Ialways look first, long and hard, at the top offering(Z, pro, x, whatever the MORE) because my dad left when I was a kid... but I'm now flush with the "budget" model, how do they compare? differ?
Fair question. it's kind of a trade-off because it takes a little longer and a little more power on the Z, but not much. So I guess the regular splinter, and (V1) I would consider punchier. quicker to get vapor and a bit better on battery, but a bit more prone to hotspotting. That being said I never stir on any of the splinters, I find just rotating gives me an even enough cook. but if you're willing to sacrifice a little bit more power, and wait for a little bit longer of a heat up with the Z, you are treated to some of the nicest vapor I have ever had the pleasure of some of inhaling. more even heating more robust vapor I don't know it's hard to explain. I suggest you try them both :D
 

mephisto

Well-Known Member
Thanks for the guidance @antispleen, I have been getting ok results at 40 watts on my Squid mod.
I think I will give it a goose and move a bit closer to 42-43. No temp control, just riding the wave!
 

Summer

Long Island, NY
From IG posts:

V2 --"smoked glass on Blackwood and the Mica heater insulator has been upgraded to ceramic."

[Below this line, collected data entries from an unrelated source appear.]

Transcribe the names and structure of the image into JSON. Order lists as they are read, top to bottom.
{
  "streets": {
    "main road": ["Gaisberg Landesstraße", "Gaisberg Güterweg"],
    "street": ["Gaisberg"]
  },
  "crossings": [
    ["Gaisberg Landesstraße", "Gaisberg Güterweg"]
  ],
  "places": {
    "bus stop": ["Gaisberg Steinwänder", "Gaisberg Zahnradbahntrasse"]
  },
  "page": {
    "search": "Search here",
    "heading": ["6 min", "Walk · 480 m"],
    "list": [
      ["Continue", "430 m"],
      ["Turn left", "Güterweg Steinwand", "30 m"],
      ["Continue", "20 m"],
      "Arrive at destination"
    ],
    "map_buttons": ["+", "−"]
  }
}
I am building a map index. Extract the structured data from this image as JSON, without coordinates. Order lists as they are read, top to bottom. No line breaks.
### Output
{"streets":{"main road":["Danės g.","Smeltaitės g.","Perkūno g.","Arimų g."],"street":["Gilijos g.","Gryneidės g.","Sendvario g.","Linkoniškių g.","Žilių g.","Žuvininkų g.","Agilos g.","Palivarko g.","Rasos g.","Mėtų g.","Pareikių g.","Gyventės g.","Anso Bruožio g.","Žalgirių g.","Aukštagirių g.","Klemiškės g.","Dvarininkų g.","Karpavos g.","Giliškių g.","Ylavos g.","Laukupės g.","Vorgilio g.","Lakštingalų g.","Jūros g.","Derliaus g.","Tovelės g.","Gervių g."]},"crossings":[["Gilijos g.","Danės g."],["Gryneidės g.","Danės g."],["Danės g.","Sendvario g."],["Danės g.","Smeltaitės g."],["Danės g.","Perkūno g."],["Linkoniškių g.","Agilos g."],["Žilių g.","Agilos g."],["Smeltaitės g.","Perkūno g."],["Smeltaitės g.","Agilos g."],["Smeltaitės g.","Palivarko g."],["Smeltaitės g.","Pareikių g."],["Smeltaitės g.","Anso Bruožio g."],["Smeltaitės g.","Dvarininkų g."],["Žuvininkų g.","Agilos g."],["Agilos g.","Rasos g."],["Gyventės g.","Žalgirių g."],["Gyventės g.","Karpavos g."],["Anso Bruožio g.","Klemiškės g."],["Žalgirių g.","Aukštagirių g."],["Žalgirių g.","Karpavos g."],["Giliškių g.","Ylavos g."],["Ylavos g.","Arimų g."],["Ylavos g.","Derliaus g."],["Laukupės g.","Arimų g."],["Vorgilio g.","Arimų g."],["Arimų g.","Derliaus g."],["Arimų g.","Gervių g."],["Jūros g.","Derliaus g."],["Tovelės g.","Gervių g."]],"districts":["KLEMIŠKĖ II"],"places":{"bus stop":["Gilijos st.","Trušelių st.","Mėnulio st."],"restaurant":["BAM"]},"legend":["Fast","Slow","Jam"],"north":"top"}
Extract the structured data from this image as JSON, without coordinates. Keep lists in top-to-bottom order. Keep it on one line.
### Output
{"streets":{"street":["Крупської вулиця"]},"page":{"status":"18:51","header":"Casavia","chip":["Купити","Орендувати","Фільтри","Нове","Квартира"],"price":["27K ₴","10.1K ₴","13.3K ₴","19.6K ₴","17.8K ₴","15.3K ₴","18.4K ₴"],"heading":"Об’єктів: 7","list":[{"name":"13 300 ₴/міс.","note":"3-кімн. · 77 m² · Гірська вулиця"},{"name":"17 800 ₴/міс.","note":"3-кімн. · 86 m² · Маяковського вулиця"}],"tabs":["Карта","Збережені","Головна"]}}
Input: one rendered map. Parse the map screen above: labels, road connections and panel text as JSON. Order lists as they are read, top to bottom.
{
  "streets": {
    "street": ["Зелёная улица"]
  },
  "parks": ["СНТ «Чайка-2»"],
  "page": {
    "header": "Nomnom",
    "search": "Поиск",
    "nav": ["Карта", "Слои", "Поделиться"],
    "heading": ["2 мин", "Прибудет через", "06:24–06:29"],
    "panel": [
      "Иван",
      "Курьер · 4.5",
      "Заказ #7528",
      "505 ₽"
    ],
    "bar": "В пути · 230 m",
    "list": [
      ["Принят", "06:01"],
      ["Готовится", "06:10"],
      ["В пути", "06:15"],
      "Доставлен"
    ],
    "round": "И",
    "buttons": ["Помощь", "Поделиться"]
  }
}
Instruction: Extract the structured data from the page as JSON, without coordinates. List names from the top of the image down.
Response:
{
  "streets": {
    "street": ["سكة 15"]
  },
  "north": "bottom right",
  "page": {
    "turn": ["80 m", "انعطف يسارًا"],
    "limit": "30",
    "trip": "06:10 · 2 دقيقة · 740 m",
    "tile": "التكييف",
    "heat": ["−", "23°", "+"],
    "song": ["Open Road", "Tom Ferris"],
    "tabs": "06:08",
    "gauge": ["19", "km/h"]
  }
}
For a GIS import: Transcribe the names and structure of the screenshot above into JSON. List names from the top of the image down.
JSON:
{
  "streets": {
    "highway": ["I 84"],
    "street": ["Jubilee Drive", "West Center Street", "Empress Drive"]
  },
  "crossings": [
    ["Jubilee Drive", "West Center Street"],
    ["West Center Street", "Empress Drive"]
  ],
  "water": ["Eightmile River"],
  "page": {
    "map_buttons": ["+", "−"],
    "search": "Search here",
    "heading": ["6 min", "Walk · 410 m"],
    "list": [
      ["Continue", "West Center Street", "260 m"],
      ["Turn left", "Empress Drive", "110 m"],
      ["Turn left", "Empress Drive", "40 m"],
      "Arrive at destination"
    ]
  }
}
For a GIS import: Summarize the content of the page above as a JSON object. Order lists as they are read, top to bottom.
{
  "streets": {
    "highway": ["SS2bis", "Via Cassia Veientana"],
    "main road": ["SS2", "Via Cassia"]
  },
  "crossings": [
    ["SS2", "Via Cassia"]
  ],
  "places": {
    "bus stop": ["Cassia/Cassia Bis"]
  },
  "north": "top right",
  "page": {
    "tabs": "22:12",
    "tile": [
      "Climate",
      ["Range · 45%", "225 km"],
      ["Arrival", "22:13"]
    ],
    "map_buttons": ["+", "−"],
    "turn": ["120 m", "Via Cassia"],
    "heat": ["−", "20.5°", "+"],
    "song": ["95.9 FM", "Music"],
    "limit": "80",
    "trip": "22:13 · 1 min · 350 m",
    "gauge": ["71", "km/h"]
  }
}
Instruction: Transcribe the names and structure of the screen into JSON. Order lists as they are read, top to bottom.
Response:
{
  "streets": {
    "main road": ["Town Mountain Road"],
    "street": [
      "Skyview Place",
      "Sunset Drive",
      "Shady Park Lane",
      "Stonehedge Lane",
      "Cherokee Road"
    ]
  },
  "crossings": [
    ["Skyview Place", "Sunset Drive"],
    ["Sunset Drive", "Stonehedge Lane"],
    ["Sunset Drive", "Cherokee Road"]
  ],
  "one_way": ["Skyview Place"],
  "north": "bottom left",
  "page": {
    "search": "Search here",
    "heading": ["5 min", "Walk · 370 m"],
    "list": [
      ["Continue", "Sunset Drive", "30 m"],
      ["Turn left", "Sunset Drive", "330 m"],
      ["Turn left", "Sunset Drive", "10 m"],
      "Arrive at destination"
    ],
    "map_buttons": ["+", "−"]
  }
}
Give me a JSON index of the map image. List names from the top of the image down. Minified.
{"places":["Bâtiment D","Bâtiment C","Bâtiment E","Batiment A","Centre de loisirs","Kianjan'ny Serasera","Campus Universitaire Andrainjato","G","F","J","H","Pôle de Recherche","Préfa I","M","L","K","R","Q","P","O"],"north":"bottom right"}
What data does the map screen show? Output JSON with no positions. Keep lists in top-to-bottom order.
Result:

"Pleased to announce that vgoodiez will be the exclusive retailer for the rbtcustom line in the US."
Don't know if this means Ryan won't have an RBT sales website anymore or not. Sure sounds like it though.


@antispleen, you didn't say what the last/bottom line & value on your mod screen is.
 

antispleen

Company Rep
Company Rep
From IG posts:

V2 --"smoked glass on Blackwood and the Mica heater insulator has been upgraded to ceramic."

"Pleased to announce that vgoodiez will be the exclusive retailer for the rbtcustom line in the US."
Don't know if this means Ryan won't have an RBT sales website anymore or not. Sure sounds like it though.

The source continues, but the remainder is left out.